My oldest squirt and her buddy attended Week 2 of Reading Camp offered through Saint Louis University. We barely were able to finish the homework in time for class due to the fact my squirt was attending camp during the evenings and sleeping late throughout the mornings, and, to be honest, she felt it was "boring," a new term she had learned and embraced wholeheartedly from some of the older girls at camp. Anywho- workbook pages were completed, CDs were listened to, and a dramatization of a picture book completed. Mistakenly, I had her watch with me a video intended for parents, to be fair, which was "boring." I loaded her into the van with her final words, "I am never going to Reading Camp again," escaping the sliding door.

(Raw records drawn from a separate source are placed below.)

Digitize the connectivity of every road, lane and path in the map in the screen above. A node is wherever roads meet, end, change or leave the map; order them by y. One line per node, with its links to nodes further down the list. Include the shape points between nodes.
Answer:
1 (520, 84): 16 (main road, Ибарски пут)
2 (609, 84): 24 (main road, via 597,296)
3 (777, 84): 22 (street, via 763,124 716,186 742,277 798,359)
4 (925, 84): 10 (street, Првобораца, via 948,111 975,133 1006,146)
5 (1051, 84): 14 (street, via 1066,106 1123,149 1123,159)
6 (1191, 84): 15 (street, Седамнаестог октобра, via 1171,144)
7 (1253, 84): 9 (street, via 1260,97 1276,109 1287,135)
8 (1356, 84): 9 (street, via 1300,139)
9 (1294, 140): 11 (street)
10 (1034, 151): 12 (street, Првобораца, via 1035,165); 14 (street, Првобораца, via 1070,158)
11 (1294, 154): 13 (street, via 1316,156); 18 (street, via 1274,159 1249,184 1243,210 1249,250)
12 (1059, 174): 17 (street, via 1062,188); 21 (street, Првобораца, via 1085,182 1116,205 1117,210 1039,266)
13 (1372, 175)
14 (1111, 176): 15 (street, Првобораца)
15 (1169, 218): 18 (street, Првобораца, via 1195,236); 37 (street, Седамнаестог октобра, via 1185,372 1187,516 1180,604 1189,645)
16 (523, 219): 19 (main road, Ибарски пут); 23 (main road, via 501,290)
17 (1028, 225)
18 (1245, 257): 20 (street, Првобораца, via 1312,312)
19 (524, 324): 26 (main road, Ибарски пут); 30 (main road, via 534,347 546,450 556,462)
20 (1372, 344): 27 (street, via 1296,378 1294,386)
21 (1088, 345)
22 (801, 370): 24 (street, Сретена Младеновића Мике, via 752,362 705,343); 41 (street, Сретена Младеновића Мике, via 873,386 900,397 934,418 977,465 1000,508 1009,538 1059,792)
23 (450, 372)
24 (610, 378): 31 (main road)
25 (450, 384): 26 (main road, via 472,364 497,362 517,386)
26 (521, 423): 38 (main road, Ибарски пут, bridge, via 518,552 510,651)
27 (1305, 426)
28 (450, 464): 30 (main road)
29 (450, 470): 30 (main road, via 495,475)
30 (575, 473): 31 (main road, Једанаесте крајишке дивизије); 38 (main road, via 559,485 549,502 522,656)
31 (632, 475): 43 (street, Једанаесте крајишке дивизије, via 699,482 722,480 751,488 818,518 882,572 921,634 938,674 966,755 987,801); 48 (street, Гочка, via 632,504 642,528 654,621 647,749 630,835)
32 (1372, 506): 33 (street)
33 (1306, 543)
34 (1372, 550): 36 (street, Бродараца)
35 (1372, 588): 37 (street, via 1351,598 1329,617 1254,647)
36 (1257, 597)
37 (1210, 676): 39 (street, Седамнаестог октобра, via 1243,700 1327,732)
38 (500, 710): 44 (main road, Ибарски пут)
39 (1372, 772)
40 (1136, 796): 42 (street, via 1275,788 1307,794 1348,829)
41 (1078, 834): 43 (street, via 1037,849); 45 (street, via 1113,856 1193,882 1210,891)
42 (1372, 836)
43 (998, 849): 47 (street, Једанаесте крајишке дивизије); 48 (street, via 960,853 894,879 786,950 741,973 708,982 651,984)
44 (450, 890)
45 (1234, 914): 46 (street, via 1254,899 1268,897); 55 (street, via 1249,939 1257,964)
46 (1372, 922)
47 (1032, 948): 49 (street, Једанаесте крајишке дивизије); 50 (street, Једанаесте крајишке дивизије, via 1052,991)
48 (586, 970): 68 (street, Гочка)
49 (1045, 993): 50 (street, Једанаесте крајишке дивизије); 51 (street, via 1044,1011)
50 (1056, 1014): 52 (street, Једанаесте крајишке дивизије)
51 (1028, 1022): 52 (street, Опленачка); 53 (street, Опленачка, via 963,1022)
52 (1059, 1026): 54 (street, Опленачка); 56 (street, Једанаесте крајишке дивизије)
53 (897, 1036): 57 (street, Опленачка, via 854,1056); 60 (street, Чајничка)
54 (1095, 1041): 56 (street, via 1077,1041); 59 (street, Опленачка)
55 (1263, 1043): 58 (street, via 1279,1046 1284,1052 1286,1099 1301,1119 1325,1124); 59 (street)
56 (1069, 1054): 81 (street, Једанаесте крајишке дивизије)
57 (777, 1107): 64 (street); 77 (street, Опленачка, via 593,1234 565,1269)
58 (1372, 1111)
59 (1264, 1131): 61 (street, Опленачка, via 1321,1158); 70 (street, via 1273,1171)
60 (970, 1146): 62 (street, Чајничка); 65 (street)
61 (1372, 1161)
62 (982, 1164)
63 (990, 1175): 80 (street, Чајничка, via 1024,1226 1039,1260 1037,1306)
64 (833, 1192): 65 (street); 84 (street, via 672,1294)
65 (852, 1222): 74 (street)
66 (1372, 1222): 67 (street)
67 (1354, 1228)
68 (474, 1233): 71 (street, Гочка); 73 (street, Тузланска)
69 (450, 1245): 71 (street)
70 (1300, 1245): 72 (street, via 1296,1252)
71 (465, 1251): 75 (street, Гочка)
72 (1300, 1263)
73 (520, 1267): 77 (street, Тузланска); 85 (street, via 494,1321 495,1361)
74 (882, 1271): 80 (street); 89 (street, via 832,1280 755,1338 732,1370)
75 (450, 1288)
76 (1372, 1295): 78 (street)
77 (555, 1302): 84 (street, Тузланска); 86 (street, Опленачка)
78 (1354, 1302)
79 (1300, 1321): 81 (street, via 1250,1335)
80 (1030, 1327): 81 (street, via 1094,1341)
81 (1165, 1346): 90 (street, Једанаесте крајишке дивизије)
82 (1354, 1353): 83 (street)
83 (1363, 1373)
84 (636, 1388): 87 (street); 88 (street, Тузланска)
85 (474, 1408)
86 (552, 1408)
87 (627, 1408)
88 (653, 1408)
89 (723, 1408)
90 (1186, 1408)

While buckling my seat belt, I assured her that one week was already down with only four more to go. Really only three more to attend if she considered "today" as a completed Reading Camp day. Besides, Miss Rebecca (the young, energetic teacher) would miss her . . . .
Arriving at the high school and following last week's route through the building, we discovered that our class was to meet in another room due to ACT testing being offered concurrently. Thus, with both squirts leading the way by following the arrows, we made our way to the new classroom. We decided potty breaks were needed, so all four of us hustled down towards the bathrooms so as not to miss the beginning of class. Again, my inner immaturity (since being in a high school setting) eventually found its way out when I wet a paper towel and threw it into my friend's stall (hey- at least I didn't throw it up on the ceiling). Stifling giggles, I listened closely for her reaction, but heard nothing. When she opened her door and exited her bathroom cubby, a mere, "Did you do that?" She had figured her son had performed the act in question. I suppose being out of high school for twenty plus years along with motherhood does and should mellow or mature most of us (or at least make us better examples for the youth of today . . . as my daughter watched my actions with wide-eyed amazement).
Class started promptly on time, and questions were asked of the 4 and 5 year-old students. Excited hands were raised, and before we knew it, it was story time with Eric Carle's A House for Hermit Crab.
Each student was given a copy to "read along" with the teacher. After the reading, Miss Rebecca discussed the story with the students and then wrote a short story of her own on the board and drew a house to her liking- red with green stripes. Students then were asked to narrate his/her original story to his/her parent with the parent writing the story verbatim- taking no grammatical liberties.
Rhyming and phonetic work ensued before class ended with a reading of Audrey Wood's big book, King Bidgood's in the Bathtub, an entertaining read with beautiful illustrations where each page takes on a color scheme of its own.